▸ **ASSIGNMENT**:
Look through the records that follow and state how many lines hold the word "positions", without adding anything.

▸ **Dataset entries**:
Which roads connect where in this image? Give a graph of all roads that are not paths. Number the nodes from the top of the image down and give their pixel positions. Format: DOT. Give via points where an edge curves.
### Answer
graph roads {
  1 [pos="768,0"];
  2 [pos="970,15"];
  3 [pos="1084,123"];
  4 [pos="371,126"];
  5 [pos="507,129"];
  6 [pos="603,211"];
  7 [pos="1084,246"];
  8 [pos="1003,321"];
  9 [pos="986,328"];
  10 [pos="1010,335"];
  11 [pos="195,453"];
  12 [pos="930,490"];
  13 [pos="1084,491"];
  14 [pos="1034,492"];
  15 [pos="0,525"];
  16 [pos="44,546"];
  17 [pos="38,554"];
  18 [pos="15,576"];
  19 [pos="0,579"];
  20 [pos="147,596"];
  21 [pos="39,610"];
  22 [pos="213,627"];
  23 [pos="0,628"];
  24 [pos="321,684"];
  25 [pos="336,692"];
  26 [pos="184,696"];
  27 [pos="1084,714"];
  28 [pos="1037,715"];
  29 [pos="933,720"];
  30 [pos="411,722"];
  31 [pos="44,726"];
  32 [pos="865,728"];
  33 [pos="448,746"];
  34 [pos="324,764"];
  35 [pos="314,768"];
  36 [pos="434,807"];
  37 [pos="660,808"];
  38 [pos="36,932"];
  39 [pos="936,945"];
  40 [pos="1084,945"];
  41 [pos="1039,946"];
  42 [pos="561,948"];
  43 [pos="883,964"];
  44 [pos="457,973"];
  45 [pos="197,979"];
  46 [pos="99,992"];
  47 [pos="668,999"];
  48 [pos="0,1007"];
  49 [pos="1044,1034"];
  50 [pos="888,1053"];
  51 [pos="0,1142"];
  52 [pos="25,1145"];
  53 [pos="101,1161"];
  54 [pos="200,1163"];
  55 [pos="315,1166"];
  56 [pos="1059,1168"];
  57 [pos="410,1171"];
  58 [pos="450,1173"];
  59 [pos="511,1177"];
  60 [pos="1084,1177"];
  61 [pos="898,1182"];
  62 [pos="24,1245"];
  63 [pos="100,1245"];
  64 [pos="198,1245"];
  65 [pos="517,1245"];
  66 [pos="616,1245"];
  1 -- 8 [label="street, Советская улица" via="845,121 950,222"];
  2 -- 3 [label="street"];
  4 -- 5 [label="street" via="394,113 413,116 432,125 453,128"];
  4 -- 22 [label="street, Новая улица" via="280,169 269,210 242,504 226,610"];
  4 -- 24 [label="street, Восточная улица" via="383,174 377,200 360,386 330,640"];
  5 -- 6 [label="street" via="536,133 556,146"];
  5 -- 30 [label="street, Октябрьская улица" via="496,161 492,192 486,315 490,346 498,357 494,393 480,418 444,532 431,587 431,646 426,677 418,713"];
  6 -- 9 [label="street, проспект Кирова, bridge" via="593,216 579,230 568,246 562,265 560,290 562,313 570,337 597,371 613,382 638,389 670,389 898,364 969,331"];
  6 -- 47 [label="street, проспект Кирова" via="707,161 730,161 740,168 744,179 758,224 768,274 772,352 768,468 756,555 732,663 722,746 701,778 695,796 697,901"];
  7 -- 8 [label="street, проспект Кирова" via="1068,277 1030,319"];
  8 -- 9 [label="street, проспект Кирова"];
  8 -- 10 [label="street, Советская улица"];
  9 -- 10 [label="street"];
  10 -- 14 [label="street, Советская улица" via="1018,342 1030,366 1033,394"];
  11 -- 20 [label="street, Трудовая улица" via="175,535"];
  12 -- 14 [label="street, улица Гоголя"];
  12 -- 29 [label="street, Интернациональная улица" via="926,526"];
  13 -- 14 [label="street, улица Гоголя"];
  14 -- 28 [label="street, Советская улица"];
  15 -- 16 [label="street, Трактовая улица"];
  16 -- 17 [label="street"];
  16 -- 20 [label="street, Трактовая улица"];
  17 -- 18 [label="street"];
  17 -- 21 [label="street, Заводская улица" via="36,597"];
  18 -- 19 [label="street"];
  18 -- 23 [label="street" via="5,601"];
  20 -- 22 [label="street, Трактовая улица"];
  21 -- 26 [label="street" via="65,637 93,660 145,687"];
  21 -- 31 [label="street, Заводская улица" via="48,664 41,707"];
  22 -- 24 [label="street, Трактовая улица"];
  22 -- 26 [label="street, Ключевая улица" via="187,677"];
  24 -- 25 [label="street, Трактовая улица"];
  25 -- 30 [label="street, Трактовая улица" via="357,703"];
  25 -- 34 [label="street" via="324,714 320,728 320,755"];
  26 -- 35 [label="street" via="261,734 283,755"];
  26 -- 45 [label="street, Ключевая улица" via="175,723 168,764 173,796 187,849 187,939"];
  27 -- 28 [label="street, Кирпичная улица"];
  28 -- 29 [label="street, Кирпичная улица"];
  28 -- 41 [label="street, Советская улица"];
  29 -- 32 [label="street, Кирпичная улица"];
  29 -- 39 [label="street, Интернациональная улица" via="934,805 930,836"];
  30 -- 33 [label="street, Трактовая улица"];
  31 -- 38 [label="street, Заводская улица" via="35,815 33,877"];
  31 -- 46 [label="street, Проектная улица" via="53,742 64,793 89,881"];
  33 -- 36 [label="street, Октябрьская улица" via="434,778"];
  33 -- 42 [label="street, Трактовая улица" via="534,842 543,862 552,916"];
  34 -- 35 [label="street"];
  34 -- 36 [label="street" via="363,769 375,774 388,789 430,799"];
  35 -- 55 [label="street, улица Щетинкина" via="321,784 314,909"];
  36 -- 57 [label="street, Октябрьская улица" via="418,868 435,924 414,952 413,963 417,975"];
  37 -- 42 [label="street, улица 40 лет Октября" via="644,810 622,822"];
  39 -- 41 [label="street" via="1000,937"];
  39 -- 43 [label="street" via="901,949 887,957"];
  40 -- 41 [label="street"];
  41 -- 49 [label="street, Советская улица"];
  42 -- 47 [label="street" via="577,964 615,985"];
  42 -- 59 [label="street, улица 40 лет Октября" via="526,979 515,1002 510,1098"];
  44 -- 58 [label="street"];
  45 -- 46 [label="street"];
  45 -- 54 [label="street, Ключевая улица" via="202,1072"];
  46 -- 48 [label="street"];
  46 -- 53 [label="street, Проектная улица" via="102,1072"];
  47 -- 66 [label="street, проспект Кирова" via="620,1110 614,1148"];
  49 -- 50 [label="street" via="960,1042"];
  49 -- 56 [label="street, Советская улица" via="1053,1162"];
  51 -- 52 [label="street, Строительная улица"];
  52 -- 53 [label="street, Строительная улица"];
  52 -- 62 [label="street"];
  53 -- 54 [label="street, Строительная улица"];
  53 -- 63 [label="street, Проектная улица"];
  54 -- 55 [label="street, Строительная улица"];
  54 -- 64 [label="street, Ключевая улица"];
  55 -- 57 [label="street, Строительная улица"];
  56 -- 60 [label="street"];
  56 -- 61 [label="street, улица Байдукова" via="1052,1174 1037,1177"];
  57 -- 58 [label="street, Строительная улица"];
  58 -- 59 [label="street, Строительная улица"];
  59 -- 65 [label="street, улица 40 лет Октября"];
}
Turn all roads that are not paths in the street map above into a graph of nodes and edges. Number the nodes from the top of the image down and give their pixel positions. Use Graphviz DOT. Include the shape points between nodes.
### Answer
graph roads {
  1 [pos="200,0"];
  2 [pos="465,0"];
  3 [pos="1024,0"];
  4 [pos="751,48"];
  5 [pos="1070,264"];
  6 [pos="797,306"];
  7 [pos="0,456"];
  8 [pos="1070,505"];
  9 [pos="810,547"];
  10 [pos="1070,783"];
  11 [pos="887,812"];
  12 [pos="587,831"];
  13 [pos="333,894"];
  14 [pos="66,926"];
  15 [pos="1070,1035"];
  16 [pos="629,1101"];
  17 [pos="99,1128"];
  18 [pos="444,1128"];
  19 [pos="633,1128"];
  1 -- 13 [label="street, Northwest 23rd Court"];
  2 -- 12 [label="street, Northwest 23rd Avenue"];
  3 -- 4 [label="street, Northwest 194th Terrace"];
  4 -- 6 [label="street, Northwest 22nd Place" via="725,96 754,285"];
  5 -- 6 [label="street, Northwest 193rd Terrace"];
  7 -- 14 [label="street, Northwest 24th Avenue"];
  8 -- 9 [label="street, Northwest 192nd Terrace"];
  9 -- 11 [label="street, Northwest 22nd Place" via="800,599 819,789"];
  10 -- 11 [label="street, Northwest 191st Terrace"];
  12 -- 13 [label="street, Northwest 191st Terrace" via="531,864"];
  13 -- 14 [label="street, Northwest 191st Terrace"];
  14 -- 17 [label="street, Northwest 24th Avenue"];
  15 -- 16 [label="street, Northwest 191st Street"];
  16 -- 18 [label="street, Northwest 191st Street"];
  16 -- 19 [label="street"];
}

▸ **ANSWER TO THIS EXERCISE**:
2